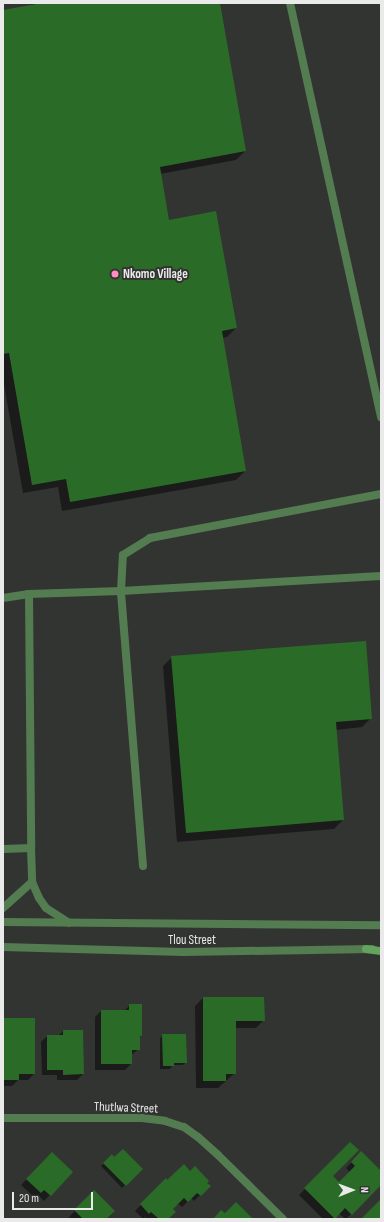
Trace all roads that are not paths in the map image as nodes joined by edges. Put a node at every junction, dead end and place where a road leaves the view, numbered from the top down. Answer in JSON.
{"nodes":[{"id":1,"x":290,"y":3,"type":"edge"},
{"id":2,"x":381,"y":417,"type":"edge"},
{"id":3,"x":381,"y":494,"type":"edge"},
{"id":4,"x":381,"y":576,"type":"edge"},
{"id":5,"x":122,"y":591,"type":"junction"},
{"id":6,"x":29,"y":594,"type":"junction"},
{"id":7,"x":3,"y":598,"type":"edge"},
{"id":8,"x":30,"y":848,"type":"junction"},
{"id":9,"x":3,"y":849,"type":"edge"},
{"id":10,"x":142,"y":866,"type":"dead end"},
{"id":11,"x":32,"y":882,"type":"junction"},
{"id":12,"x":3,"y":908,"type":"edge"},
{"id":13,"x":3,"y":922,"type":"edge"},
{"id":14,"x":69,"y":923,"type":"junction"},
{"id":15,"x":381,"y":925,"type":"edge"},
{"id":16,"x":3,"y":947,"type":"edge"},
{"id":17,"x":366,"y":949,"type":"joint"},
{"id":18,"x":381,"y":950,"type":"edge"},
{"id":19,"x":3,"y":1118,"type":"edge"},
{"id":20,"x":283,"y":1219,"type":"edge"}],
"edges":[{"from":1,"to":2,"type":"street"},
{"from":3,"to":5,"type":"street"},
{"from":4,"to":5,"type":"street"},
{"from":5,"to":6,"type":"street"},
{"from":5,"to":10,"type":"street"},
{"from":6,"to":7,"type":"street"},
{"from":6,"to":8,"type":"street"},
{"from":8,"to":9,"type":"street"},
{"from":8,"to":11,"type":"street"},
{"from":11,"to":12,"type":"street"},
{"from":11,"to":14,"type":"street"},
{"from":13,"to":14,"type":"street","name":"Tlou Street"},
{"from":14,"to":15,"type":"street","name":"Tlou Street"},
{"from":16,"to":17,"type":"street","name":"Tlou Street"},
{"from":17,"to":18,"type":"main road"},
{"from":19,"to":20,"type":"street","name":"Thutlwa Street"}]}
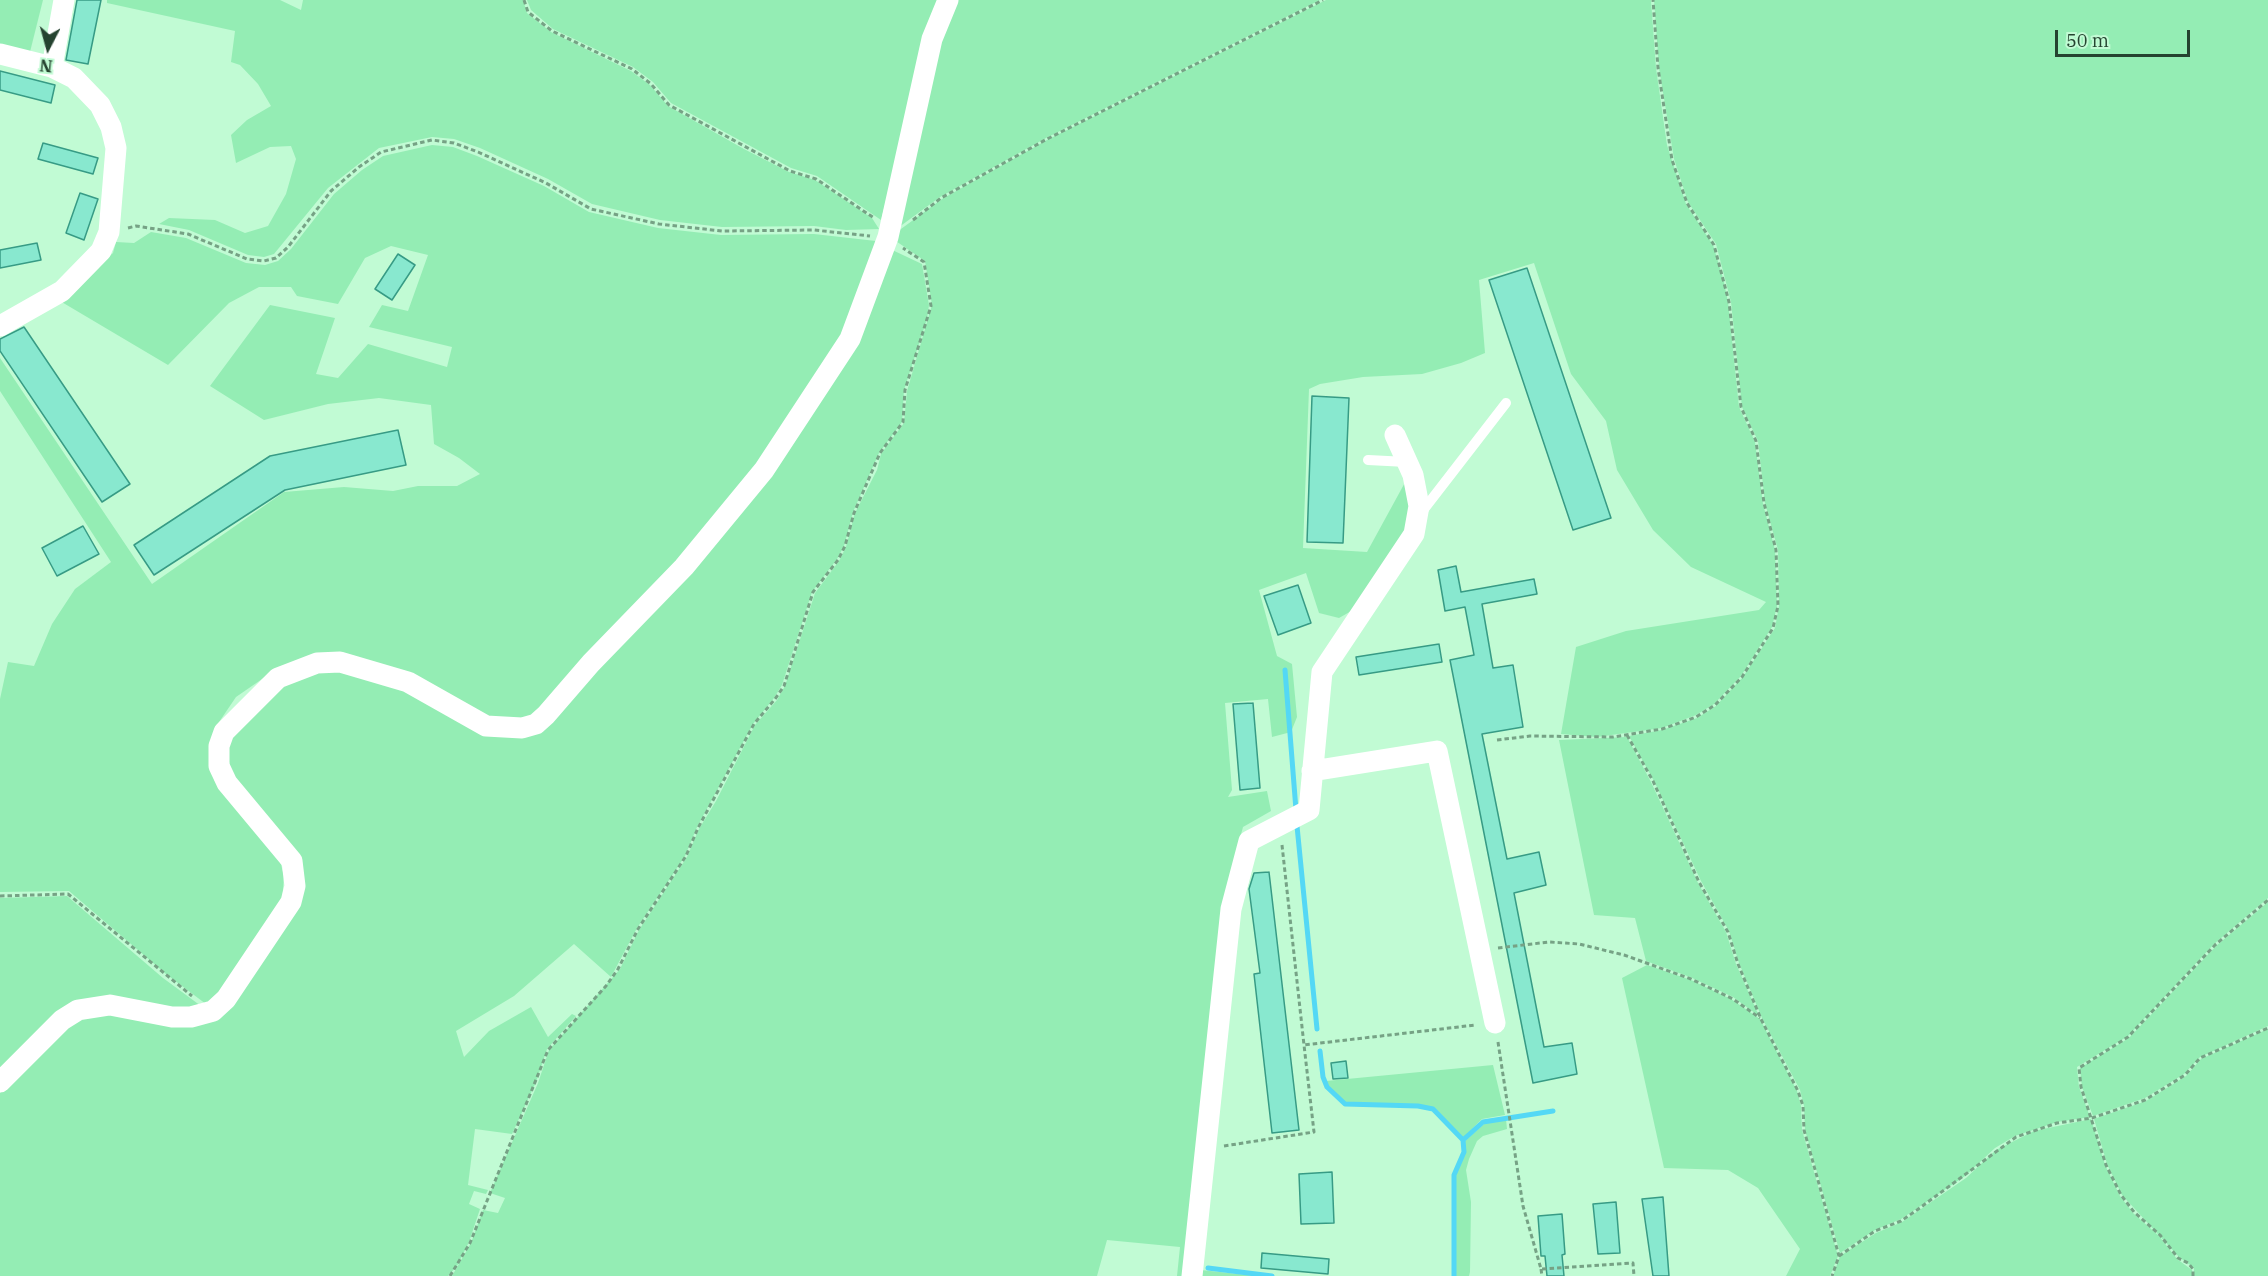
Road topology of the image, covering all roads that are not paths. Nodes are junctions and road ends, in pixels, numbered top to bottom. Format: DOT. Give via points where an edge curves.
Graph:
graph roads {
  1 [pos="64,0"];
  2 [pos="948,0"];
  3 [pos="0,54"];
  4 [pos="52,67"];
  5 [pos="0,326"];
  6 [pos="1506,403"];
  7 [pos="1395,435"];
  8 [pos="1368,460"];
  9 [pos="1407,462"];
  10 [pos="1419,516"];
  11 [pos="1312,771"];
  12 [pos="1495,1023"];
  13 [pos="0,1082"];
  14 [pos="1192,1276"];
  1 -- 4 [label="street"];
  2 -- 13 [label="street" via="932,39 888,237 850,339 764,470 684,567 536,724 507,730 486,726 408,682 340,662 317,663 278,678 224,732 219,766 227,783 292,861 295,886 291,902 226,999 203,1016 172,1017 110,1005 78,1010 62,1020"];
  3 -- 4 [label="street"];
  4 -- 5 [label="street" via="74,78 100,105 111,127 116,171 109,232 101,251 62,291"];
  6 -- 10 [label="lane"];
  7 -- 9 [label="street"];
  8 -- 9 [label="lane"];
  9 -- 10 [label="street"];
  10 -- 11 [label="street" via="1414,534 1322,672"];
  11 -- 12 [label="street" via="1437,751"];
  11 -- 14 [label="street" via="1309,810 1249,841 1231,909"];
}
■ ■ ■ ■ ■
What you should do - The entries are to be printed exactly as written; the pictures are to be left out.

Output below -
Trace all roads that are not paths in the map image as nodes joined by edges. Put a node at every junction, dead end and place where a road leaves the view, numbered from the top down. Answer in JSON.
{"nodes":[{"id":1,"x":290,"y":3,"type":"edge"},
{"id":2,"x":381,"y":417,"type":"edge"},
{"id":3,"x":381,"y":494,"type":"edge"},
{"id":4,"x":381,"y":576,"type":"edge"},
{"id":5,"x":122,"y":591,"type":"junction"},
{"id":6,"x":29,"y":594,"type":"junction"},
{"id":7,"x":3,"y":598,"type":"edge"},
{"id":8,"x":30,"y":848,"type":"junction"},
{"id":9,"x":3,"y":849,"type":"edge"},
{"id":10,"x":142,"y":866,"type":"dead end"},
{"id":11,"x":32,"y":882,"type":"junction"},
{"id":12,"x":3,"y":908,"type":"edge"},
{"id":13,"x":3,"y":922,"type":"edge"},
{"id":14,"x":69,"y":923,"type":"junction"},
{"id":15,"x":381,"y":925,"type":"edge"},
{"id":16,"x":3,"y":947,"type":"edge"},
{"id":17,"x":366,"y":949,"type":"joint"},
{"id":18,"x":381,"y":950,"type":"edge"},
{"id":19,"x":3,"y":1118,"type":"edge"},
{"id":20,"x":283,"y":1219,"type":"edge"}],
"edges":[{"from":1,"to":2,"type":"street"},
{"from":3,"to":5,"type":"street"},
{"from":4,"to":5,"type":"street"},
{"from":5,"to":6,"type":"street"},
{"from":5,"to":10,"type":"street"},
{"from":6,"to":7,"type":"street"},
{"from":6,"to":8,"type":"street"},
{"from":8,"to":9,"type":"street"},
{"from":8,"to":11,"type":"street"},
{"from":11,"to":12,"type":"street"},
{"from":11,"to":14,"type":"street"},
{"from":13,"to":14,"type":"street","name":"Tlou Street"},
{"from":14,"to":15,"type":"street","name":"Tlou Street"},
{"from":16,"to":17,"type":"street","name":"Tlou Street"},
{"from":17,"to":18,"type":"main road"},
{"from":19,"to":20,"type":"street","name":"Thutlwa Street"}]}
Road topology of the image, covering all roads that are not paths. Nodes are junctions and road ends, in pixels, numbered top to bottom. Format: DOT. Give via points where an edge curves.
Graph:
graph roads {
  1 [pos="64,0"];
  2 [pos="948,0"];
  3 [pos="0,54"];
  4 [pos="52,67"];
  5 [pos="0,326"];
  6 [pos="1506,403"];
  7 [pos="1395,435"];
  8 [pos="1368,460"];
  9 [pos="1407,462"];
  10 [pos="1419,516"];
  11 [pos="1312,771"];
  12 [pos="1495,1023"];
  13 [pos="0,1082"];
  14 [pos="1192,1276"];
  1 -- 4 [label="street"];
  2 -- 13 [label="street" via="932,39 888,237 850,339 764,470 684,567 536,724 507,730 486,726 408,682 340,662 317,663 278,678 224,732 219,766 227,783 292,861 295,886 291,902 226,999 203,1016 172,1017 110,1005 78,1010 62,1020"];
  3 -- 4 [label="street"];
  4 -- 5 [label="street" via="74,78 100,105 111,127 116,171 109,232 101,251 62,291"];
  6 -- 10 [label="lane"];
  7 -- 9 [label="street"];
  8 -- 9 [label="lane"];
  9 -- 10 [label="street"];
  10 -- 11 [label="street" via="1414,534 1322,672"];
  11 -- 12 [label="street" via="1437,751"];
  11 -- 14 [label="street" via="1309,810 1249,841 1231,909"];
}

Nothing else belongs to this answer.